There is a further reason for this continual observation, not only in the case of the sun, which is our great standard star, since from it we derive the right ascensions of the stars, and it is also our great timekeeper; not only in that of the moon, but also in the case of the planets. Their places as computed need continually to be compared with their places as observed, and the discordances, if any, inquired into. The great triumph which resulted to science from following this course—to pure science, since Uranus is too faint a planet to be any help to the sailor in navigation—is well known. The observed movements of Uranus proved not to be in accord with computation, and from the discordances between calculation and observation Adams and Leverrier were able to predicate the existence of a hitherto unseen planet beyond—

'To see it, as Columbus saw America from Spain. Its movements were felt by them trembling along the far-reaching line of their analysis, with a certainty hardly inferior to that of ocular demonstration.'[5]

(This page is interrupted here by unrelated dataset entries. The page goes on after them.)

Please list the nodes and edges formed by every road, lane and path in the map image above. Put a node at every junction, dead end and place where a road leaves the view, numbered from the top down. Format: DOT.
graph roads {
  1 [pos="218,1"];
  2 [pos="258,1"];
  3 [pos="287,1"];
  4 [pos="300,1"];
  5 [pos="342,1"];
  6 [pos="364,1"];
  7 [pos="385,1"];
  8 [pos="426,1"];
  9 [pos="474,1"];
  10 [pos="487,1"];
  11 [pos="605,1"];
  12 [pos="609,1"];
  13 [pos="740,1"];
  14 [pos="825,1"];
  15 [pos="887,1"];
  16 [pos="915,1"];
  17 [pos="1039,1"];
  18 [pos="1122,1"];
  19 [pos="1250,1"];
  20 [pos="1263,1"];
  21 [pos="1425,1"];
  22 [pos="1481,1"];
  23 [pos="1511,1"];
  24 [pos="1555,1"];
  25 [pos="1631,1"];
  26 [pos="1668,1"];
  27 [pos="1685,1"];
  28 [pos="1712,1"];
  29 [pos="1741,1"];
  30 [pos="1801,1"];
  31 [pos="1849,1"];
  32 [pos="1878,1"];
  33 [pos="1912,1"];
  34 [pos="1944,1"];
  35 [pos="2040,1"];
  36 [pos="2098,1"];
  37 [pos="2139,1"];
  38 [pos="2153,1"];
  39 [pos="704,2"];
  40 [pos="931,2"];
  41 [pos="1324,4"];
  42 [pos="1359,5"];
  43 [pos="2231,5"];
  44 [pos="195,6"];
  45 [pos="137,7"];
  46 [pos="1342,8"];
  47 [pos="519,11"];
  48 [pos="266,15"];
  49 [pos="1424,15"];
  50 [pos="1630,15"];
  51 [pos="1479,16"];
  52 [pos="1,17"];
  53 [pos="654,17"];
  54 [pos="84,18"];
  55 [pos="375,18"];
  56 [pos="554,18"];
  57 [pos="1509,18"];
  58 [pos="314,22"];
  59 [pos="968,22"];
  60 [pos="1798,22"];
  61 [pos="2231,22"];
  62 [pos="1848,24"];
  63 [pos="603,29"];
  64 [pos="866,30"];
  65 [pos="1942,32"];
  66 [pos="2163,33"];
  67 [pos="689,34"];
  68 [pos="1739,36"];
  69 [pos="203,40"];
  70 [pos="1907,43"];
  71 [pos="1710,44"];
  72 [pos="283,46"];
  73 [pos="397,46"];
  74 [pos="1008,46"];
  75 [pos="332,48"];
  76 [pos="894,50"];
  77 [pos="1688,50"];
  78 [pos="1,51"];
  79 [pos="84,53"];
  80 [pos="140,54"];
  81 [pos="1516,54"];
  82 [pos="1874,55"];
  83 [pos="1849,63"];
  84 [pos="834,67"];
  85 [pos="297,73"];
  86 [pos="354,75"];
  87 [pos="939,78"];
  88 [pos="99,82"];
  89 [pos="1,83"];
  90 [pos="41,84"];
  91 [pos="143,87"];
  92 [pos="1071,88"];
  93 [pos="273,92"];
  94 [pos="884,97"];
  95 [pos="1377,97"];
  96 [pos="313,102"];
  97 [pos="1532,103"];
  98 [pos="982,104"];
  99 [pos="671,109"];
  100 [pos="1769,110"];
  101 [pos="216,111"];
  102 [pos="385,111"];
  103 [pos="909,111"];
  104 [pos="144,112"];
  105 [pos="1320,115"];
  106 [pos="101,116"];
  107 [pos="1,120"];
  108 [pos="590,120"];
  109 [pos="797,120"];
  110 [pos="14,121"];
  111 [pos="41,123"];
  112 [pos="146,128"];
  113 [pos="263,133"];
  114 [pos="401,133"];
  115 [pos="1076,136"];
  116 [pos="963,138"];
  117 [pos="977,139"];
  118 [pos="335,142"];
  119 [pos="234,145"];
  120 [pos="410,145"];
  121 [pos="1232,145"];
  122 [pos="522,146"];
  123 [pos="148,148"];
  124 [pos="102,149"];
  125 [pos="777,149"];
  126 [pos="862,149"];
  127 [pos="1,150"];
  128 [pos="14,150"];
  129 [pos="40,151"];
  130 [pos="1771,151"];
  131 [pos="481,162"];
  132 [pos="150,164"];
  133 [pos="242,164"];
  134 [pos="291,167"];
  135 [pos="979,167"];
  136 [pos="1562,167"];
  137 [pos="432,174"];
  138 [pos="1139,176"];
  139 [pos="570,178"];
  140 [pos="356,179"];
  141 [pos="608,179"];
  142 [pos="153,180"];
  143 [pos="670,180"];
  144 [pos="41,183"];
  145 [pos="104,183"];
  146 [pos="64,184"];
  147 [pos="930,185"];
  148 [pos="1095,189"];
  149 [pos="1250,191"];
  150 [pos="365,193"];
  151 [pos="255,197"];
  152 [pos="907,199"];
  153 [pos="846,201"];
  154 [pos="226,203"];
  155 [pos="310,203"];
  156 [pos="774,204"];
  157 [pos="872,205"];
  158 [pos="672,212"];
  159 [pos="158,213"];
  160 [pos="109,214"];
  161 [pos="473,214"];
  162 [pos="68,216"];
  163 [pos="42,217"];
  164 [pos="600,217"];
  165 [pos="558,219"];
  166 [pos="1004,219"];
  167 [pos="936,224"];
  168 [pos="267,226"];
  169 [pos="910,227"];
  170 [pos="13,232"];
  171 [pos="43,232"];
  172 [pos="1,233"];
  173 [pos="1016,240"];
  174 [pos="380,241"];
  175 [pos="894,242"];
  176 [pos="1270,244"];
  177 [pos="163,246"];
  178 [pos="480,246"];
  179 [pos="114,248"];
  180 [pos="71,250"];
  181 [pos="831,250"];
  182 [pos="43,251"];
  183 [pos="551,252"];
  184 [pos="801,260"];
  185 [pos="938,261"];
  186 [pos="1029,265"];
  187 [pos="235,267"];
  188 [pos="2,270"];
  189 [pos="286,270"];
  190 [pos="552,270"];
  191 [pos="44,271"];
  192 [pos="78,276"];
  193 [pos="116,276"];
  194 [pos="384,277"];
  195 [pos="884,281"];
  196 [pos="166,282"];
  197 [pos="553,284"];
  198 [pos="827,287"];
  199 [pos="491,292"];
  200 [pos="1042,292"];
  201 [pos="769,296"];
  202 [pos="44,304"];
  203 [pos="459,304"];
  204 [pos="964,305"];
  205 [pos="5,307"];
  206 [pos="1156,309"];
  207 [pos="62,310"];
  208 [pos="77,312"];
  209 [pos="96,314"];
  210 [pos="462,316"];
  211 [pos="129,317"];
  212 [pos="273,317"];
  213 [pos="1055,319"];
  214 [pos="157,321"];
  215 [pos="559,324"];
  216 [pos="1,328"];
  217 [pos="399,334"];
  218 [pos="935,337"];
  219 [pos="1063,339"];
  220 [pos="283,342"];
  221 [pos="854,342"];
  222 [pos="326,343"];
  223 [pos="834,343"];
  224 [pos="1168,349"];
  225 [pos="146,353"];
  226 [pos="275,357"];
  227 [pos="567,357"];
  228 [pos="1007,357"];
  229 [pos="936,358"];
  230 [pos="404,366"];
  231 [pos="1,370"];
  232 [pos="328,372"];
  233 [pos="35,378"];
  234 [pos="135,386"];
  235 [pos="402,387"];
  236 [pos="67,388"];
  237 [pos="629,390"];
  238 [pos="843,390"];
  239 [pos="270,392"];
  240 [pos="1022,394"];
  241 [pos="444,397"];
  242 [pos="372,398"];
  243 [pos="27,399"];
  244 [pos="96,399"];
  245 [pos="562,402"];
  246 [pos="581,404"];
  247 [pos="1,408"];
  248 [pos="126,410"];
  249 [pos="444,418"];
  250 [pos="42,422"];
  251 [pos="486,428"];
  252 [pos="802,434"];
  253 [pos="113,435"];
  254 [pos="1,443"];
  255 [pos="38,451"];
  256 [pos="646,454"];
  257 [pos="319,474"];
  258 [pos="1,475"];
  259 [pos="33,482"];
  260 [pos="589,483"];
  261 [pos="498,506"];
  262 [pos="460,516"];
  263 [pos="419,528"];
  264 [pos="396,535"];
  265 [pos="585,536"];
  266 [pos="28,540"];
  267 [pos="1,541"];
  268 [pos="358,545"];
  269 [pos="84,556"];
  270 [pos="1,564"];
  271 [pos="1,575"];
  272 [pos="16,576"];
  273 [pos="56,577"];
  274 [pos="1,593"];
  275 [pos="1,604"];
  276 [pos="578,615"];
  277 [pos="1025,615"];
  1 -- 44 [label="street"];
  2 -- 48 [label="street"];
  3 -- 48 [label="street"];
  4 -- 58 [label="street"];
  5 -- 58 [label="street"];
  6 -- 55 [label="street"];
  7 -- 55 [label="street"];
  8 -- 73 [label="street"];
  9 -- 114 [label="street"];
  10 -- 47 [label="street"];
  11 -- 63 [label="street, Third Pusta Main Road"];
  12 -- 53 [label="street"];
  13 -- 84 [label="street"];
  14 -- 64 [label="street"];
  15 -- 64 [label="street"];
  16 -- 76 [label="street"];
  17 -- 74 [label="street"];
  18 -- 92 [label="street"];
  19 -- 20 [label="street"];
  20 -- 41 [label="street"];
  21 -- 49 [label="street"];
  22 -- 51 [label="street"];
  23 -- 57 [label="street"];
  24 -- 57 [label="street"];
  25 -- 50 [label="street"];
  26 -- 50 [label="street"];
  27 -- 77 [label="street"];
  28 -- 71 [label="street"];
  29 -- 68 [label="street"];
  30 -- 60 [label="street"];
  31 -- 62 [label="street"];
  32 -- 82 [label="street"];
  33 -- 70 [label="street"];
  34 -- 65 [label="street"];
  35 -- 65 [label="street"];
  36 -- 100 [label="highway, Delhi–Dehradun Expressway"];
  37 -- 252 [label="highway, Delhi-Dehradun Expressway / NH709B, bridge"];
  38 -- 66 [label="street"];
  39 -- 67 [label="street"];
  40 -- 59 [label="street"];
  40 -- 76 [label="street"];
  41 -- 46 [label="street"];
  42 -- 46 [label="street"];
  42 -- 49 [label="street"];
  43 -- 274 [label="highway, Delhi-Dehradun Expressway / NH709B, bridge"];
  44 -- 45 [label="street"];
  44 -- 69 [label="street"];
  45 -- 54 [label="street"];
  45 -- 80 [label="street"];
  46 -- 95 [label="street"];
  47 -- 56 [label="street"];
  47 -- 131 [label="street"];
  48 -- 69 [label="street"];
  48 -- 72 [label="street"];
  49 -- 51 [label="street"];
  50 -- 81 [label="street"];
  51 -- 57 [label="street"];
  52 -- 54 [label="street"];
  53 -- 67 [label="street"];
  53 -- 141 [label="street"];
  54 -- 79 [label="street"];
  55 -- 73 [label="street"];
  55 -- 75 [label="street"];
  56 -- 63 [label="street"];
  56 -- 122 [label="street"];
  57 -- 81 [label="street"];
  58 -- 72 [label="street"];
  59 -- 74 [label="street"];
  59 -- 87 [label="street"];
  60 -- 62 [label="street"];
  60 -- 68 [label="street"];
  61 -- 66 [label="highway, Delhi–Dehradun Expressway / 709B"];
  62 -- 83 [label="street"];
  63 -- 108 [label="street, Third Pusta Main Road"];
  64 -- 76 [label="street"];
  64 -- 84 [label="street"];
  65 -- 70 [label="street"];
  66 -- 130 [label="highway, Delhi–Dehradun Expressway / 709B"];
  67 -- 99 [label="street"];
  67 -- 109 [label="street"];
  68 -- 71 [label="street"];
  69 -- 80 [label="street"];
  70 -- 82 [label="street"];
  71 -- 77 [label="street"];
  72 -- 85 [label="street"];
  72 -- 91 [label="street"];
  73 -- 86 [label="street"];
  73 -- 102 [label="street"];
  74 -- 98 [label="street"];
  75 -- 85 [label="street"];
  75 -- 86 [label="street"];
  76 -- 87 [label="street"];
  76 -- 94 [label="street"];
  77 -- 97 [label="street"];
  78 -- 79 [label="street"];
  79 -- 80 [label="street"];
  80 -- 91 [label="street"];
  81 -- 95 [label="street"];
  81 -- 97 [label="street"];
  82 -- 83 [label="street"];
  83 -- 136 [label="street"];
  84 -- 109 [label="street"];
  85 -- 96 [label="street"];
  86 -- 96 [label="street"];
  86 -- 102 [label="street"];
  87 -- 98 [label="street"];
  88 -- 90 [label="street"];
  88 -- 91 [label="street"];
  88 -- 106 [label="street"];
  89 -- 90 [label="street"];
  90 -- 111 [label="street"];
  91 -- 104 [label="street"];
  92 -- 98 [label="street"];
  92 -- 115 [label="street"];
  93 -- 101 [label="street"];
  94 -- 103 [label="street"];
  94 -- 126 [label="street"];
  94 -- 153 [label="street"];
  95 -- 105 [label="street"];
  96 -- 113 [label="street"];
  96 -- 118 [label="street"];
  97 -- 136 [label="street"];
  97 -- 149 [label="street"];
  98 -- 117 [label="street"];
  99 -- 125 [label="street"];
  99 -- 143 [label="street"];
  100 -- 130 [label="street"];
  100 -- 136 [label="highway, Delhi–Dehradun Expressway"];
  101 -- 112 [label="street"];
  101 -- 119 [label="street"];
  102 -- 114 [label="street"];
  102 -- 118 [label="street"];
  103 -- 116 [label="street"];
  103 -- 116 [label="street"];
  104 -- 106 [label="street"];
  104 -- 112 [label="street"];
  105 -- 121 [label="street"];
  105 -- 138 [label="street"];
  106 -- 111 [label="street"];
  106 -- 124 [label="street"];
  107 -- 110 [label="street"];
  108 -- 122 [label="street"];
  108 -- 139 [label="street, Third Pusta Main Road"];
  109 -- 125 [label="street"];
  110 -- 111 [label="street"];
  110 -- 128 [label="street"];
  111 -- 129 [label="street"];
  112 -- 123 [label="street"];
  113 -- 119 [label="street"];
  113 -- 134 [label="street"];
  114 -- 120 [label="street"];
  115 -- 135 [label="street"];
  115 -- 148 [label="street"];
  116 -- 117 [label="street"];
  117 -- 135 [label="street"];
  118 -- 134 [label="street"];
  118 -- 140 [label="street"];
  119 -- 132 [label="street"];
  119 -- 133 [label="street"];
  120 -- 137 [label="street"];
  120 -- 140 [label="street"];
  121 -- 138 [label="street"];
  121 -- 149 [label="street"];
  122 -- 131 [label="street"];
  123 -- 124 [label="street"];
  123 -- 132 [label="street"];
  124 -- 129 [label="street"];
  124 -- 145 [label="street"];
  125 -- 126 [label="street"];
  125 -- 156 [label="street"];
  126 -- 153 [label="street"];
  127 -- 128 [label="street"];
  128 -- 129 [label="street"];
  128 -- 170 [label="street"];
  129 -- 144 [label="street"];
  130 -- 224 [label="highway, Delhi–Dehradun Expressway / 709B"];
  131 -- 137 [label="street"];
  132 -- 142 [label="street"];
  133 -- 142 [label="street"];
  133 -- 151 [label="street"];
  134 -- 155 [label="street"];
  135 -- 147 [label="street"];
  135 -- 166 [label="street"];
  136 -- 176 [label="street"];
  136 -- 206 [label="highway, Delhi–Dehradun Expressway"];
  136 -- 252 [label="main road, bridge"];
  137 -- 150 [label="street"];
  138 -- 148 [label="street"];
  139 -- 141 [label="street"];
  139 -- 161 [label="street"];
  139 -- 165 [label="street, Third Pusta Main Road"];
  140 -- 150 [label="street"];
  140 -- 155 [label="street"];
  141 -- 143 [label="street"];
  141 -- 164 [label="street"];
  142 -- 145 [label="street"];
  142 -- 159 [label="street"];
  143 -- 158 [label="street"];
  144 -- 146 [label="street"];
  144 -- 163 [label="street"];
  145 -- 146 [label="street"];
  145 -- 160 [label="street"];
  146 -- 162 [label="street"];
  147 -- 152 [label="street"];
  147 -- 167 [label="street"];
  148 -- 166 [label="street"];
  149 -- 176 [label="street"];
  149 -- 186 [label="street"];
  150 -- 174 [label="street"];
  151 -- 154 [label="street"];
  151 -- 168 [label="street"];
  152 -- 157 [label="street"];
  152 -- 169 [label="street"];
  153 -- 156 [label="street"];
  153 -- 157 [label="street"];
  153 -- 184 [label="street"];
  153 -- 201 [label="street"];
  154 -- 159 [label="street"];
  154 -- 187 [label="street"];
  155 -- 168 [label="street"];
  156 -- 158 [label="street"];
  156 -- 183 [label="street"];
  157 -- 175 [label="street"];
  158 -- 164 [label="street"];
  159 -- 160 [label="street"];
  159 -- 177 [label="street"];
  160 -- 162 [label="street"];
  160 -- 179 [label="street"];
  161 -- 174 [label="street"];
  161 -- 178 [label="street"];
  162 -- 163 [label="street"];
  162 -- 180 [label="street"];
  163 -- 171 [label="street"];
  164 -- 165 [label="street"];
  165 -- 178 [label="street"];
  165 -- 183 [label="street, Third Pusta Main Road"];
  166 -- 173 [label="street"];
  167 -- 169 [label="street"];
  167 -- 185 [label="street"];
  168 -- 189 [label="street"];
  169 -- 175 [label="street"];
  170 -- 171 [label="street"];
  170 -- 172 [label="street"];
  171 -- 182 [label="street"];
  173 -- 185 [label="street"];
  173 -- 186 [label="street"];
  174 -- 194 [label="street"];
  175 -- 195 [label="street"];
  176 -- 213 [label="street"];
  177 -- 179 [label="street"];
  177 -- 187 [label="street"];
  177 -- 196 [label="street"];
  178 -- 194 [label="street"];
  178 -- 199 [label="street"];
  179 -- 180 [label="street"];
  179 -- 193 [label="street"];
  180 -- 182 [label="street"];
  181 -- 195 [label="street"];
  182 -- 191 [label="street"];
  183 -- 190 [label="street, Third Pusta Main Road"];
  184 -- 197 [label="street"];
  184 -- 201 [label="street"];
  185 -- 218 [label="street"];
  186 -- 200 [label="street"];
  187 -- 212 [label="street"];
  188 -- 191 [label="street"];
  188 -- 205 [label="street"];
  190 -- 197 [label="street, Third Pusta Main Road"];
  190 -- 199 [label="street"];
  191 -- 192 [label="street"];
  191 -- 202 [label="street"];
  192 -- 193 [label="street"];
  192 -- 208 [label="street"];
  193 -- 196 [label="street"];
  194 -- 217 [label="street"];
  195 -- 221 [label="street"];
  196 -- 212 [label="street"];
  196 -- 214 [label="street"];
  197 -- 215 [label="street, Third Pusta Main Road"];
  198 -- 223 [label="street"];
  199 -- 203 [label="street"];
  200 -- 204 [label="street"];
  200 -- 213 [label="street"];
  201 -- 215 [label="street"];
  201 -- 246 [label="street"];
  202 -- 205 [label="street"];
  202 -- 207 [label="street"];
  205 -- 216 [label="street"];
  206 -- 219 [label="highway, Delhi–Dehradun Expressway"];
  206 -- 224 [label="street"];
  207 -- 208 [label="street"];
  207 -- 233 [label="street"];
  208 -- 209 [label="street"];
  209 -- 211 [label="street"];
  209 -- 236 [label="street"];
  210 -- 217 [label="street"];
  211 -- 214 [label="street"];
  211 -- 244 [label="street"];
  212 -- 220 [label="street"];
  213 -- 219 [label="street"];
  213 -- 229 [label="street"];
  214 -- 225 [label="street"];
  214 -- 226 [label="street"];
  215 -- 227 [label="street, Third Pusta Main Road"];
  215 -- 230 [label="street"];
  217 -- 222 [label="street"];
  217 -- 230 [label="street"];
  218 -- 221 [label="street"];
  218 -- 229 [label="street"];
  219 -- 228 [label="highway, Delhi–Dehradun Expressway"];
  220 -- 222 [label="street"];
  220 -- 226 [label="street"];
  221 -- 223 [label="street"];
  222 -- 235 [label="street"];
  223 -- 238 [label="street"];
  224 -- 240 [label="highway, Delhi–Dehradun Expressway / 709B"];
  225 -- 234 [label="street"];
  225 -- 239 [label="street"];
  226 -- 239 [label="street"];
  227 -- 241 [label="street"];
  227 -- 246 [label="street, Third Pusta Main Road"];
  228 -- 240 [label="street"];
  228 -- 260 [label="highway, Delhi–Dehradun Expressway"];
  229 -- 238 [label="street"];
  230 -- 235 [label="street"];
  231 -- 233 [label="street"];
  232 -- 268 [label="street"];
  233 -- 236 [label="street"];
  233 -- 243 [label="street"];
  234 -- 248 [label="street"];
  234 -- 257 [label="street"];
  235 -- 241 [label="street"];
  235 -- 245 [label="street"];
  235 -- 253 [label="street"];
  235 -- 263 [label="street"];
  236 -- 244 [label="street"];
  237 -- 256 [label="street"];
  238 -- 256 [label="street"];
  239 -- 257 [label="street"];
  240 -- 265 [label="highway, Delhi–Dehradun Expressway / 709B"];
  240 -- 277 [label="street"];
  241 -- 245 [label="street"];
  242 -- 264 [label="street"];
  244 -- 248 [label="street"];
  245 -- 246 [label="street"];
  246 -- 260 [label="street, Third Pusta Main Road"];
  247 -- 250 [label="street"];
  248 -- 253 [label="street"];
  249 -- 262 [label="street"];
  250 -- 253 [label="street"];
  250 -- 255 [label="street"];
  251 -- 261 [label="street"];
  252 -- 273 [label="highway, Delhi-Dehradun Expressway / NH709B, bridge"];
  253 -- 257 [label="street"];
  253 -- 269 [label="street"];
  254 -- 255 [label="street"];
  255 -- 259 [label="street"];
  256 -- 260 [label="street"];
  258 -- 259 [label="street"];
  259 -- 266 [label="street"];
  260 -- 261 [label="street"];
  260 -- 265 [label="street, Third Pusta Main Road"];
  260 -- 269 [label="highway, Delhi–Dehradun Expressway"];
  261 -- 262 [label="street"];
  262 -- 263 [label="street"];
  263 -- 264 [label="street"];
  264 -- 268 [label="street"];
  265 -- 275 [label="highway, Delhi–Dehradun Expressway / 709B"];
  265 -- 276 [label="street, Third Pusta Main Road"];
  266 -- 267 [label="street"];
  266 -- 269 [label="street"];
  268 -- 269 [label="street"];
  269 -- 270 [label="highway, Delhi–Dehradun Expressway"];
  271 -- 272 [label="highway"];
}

The discovery of Neptune was not made at Greenwich, and Airy has been often and bitterly attacked because he did not start on the search for the predicted planet the moment Adams addressed his first communication to him, and so allowed the French astronomer to engross so much of the honour of the exploit. The controversy has been argued over and over again, and we may be content to leave it alone here. There is one point, however, which is hardly ever mentioned, which must have had much effect in determining Airy's conduct. In 1845, the year in which Adams sent his provisional elements of the unseen disturbing planet to Airy, the largest telescope available for the search at Greenwich was an equatorial of only six and three-quarter inches aperture, provided with small and insufficient circles for determining positions, and housed in a very small and inconvenient dome; whilst at Cambridge, within a mile or so of Adams' own college, was the 'Northumberland' equatorial, of nearly twelve inches aperture, under the charge of the University Professor of Astronomy, Professor Challis, and which was then much the largest, best mounted and housed equatorial in the entire country. The 'Northumberland' had been begun from Airy's designs and under his own superintendence, when he was Professor of Astronomy at Cambridge. Naturally, then, knowing how much superior the Cambridge telescope was to any which he had under his care, he thought the search should be made with it. He had no reason to believe that his own instrument was competent for the work.